EXERCISE DETAILS: Once the images are removed, set down everything else in the listing below exactly.

EXTRACTED INFORMATION:
* * * * * * *

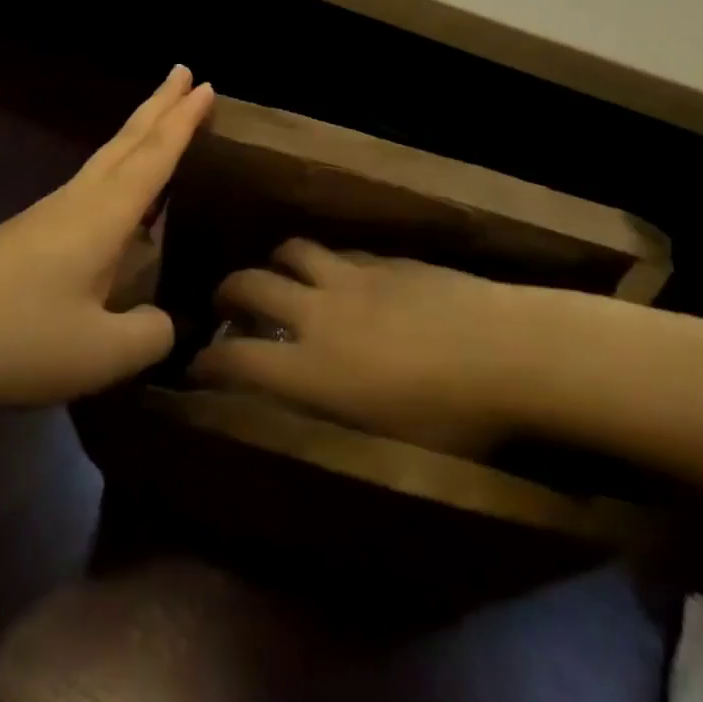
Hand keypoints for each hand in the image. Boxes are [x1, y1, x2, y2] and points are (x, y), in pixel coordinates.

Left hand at [0, 67, 212, 415]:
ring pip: (105, 158)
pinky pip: (89, 185)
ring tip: (160, 118)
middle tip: (185, 72)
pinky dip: (117, 167)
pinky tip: (118, 195)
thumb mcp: (99, 355)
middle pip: (127, 141)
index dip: (184, 122)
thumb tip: (163, 320)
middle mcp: (77, 201)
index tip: (207, 85)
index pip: (154, 157)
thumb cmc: (15, 342)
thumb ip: (149, 334)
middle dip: (160, 105)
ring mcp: (47, 215)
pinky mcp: (27, 234)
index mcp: (101, 217)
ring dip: (137, 132)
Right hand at [192, 240, 556, 455]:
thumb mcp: (389, 450)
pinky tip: (342, 275)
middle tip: (226, 302)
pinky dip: (327, 261)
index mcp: (312, 369)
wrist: (507, 351)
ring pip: (294, 251)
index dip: (208, 364)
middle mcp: (319, 313)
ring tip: (280, 275)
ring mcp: (353, 277)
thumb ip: (338, 429)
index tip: (195, 367)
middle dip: (229, 291)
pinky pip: (341, 251)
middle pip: (252, 284)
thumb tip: (310, 425)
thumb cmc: (453, 420)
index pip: (237, 360)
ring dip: (277, 262)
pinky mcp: (387, 260)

* * * * * * *

WRITTEN ANSWER:
Hand keypoints for each hand in the image. Boxes are [x1, y1, x2, y2] and points are (x, y), in pixel coordinates.

Left hand at [0, 67, 212, 415]:
ring pip: (105, 158)
pinky pip: (89, 185)
ring tip: (160, 118)
middle tip: (185, 72)
pinky dip: (117, 167)
pinky tip: (118, 195)
thumb mcp: (99, 355)
middle pip: (127, 141)
index dip: (184, 122)
thumb tip: (163, 320)
middle mcp: (77, 201)
index tip: (207, 85)
index pip: (154, 157)
thumb cmc: (15, 342)
thumb ip: (149, 334)
middle dip: (160, 105)
ring mcp: (47, 215)
pinky mcp: (27, 234)
index mcp: (101, 217)
ring dip: (137, 132)
Right hand at [192, 240, 556, 455]:
thumb mcp: (389, 450)
pinky tip: (342, 275)
middle tip: (226, 302)
pinky dip: (327, 261)
index mcp: (312, 369)
wrist: (507, 351)
ring pip: (294, 251)
index dip: (208, 364)
middle mcp: (319, 313)
ring tip: (280, 275)
ring mcp: (353, 277)
thumb ip: (338, 429)
index tip: (195, 367)
middle dip: (229, 291)
pinky pip: (341, 251)
middle pip: (252, 284)
thumb tip: (310, 425)
thumb cmc: (453, 420)
index pip: (237, 360)
ring dip: (277, 262)
pinky mcp: (387, 260)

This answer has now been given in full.